» Problem to work on: Return each line in the records below that includes "dead".

--- Exercise input Enclosed Below ---

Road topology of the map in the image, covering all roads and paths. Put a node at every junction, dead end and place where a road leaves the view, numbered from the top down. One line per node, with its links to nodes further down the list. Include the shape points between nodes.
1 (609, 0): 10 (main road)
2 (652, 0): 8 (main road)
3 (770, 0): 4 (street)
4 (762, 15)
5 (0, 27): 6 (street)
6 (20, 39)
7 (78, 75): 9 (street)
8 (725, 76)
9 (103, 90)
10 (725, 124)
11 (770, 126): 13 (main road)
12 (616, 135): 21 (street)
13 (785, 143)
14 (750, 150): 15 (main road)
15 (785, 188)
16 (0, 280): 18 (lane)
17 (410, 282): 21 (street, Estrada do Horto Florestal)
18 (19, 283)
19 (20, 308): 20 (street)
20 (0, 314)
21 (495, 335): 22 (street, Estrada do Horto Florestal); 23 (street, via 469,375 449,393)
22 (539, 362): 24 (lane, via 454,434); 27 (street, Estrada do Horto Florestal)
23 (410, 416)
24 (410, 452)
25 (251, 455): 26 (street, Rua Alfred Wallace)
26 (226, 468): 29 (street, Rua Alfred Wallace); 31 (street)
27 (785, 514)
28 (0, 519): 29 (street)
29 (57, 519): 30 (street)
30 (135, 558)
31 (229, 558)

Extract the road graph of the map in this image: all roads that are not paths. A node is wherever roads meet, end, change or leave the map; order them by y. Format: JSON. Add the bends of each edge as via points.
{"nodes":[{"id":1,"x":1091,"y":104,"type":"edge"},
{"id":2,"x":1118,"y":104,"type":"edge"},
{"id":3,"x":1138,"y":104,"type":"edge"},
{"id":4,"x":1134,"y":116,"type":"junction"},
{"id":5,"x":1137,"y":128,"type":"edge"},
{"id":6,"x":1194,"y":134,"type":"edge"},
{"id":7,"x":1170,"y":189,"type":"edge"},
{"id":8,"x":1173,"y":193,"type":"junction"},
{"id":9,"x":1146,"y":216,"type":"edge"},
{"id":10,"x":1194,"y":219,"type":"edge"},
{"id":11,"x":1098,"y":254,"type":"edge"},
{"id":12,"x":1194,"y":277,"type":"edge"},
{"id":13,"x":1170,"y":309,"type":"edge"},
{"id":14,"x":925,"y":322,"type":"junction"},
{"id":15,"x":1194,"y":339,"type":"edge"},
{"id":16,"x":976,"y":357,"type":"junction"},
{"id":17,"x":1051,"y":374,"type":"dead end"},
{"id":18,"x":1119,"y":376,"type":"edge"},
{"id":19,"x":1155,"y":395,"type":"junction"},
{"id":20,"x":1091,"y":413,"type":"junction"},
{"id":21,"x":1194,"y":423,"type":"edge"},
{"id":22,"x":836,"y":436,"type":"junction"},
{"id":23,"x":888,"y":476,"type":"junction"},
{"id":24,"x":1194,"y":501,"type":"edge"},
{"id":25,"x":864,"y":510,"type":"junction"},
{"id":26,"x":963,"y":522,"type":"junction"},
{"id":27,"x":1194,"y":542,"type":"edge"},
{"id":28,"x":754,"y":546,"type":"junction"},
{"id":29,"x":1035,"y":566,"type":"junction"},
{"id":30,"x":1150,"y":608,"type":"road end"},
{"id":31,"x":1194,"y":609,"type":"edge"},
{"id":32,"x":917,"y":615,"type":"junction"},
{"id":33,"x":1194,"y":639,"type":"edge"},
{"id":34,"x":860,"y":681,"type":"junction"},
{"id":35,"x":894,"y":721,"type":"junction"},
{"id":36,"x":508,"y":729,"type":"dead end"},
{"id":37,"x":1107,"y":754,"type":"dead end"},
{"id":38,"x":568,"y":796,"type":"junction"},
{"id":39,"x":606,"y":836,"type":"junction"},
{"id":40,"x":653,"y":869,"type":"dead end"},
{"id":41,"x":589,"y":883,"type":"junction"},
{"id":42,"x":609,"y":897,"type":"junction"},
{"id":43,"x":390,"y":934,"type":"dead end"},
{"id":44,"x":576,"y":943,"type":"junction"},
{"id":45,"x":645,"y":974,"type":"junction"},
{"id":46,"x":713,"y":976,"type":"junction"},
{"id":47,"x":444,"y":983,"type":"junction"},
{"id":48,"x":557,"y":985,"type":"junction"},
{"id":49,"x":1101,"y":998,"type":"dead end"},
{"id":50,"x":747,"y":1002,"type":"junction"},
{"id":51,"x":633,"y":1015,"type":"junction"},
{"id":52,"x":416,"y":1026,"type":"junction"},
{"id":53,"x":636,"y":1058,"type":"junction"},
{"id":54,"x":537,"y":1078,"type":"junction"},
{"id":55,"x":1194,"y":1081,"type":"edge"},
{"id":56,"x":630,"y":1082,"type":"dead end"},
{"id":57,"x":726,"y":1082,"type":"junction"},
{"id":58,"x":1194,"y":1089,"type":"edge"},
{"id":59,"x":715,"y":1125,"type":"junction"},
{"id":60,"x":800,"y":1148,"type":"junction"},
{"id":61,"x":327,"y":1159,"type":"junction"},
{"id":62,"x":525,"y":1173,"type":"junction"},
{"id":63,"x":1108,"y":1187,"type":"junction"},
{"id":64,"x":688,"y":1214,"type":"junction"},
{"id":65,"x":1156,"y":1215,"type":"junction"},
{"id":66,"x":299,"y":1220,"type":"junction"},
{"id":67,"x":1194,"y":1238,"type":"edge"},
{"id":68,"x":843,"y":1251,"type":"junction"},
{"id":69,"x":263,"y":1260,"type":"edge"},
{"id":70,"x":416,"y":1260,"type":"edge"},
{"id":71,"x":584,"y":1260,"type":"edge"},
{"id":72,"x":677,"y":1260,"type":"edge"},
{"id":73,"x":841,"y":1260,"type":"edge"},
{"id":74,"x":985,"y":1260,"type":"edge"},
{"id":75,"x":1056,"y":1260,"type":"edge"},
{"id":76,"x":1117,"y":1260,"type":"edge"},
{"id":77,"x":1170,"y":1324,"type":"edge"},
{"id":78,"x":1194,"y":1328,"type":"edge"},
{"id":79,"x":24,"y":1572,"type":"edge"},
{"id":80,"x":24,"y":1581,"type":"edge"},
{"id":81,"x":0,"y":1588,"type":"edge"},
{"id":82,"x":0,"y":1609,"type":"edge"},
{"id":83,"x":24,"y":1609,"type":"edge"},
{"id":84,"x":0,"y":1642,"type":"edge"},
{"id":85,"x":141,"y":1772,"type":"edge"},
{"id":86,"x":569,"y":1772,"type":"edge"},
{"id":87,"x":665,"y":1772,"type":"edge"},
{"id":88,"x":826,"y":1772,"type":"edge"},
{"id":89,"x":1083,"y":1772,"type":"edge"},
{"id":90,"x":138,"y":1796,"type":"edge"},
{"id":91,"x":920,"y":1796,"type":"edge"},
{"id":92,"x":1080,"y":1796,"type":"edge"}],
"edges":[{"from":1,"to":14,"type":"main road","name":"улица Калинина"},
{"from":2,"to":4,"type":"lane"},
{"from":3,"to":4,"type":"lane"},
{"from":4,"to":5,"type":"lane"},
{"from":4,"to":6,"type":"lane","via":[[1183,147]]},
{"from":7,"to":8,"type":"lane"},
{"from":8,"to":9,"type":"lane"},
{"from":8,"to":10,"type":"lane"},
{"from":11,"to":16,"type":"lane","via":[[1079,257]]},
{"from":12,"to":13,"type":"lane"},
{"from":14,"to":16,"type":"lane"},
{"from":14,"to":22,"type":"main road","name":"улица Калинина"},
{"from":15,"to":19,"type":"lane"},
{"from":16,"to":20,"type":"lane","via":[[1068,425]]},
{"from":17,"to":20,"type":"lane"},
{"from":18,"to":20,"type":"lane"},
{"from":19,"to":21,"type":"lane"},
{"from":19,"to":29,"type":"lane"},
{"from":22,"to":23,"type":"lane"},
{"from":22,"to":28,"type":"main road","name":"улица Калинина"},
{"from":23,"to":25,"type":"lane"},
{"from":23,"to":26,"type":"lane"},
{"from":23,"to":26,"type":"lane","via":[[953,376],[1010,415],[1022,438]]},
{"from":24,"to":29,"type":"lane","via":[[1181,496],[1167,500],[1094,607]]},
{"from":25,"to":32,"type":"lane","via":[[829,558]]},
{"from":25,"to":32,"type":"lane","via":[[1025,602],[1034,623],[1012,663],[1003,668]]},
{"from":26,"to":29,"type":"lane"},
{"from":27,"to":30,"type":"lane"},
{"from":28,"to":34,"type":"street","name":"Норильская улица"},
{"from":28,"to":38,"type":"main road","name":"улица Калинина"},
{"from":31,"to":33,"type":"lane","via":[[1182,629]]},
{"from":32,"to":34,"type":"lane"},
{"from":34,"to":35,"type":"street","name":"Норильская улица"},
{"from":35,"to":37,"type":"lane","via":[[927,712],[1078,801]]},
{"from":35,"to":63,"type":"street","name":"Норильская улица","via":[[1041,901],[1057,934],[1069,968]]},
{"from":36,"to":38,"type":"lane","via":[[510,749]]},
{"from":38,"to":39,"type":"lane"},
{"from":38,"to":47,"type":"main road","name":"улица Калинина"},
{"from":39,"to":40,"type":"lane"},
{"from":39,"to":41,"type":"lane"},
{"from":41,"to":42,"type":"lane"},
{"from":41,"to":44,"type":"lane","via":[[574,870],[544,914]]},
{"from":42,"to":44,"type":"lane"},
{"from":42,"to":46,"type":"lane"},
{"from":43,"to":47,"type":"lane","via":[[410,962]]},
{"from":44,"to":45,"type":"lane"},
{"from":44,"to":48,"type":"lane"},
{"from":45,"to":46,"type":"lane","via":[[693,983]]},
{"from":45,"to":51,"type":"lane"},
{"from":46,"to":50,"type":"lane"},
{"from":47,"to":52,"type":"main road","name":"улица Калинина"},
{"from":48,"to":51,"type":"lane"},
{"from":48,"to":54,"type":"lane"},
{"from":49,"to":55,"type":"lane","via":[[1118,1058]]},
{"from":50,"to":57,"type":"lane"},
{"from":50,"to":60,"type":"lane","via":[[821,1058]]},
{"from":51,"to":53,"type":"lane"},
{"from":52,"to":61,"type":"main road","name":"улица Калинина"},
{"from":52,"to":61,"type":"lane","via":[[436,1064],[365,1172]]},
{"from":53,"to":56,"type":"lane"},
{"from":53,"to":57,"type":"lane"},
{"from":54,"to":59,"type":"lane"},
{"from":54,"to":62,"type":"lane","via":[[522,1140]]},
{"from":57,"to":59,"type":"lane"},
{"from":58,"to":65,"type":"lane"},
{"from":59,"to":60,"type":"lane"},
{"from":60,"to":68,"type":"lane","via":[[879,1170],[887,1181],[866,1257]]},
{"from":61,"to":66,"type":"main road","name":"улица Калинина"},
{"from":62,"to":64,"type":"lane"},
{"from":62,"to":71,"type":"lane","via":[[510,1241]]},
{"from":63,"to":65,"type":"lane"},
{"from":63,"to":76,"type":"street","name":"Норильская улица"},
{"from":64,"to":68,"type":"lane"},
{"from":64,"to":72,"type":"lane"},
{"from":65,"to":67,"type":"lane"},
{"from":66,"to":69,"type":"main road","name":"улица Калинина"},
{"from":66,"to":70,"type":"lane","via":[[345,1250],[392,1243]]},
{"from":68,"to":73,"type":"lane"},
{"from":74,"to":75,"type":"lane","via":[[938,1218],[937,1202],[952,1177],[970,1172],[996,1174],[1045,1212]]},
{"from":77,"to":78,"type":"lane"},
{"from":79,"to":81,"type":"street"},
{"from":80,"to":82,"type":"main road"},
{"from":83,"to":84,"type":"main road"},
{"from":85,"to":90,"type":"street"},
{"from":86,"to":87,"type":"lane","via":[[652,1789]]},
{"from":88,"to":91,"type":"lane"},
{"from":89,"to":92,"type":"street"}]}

--- End of Enclosed Exercise input ---

» Task answer:
Road topology of the map in the image, covering all roads and paths. Put a node at every junction, dead end and place where a road leaves the view, numbered from the top down. One line per node, with its links to nodes further down the list. Include the shape points between nodes.
{"id":17,"x":1051,"y":374,"type":"dead end"},
{"id":36,"x":508,"y":729,"type":"dead end"},
{"id":37,"x":1107,"y":754,"type":"dead end"},
{"id":40,"x":653,"y":869,"type":"dead end"},
{"id":43,"x":390,"y":934,"type":"dead end"},
{"id":49,"x":1101,"y":998,"type":"dead end"},
{"id":56,"x":630,"y":1082,"type":"dead end"},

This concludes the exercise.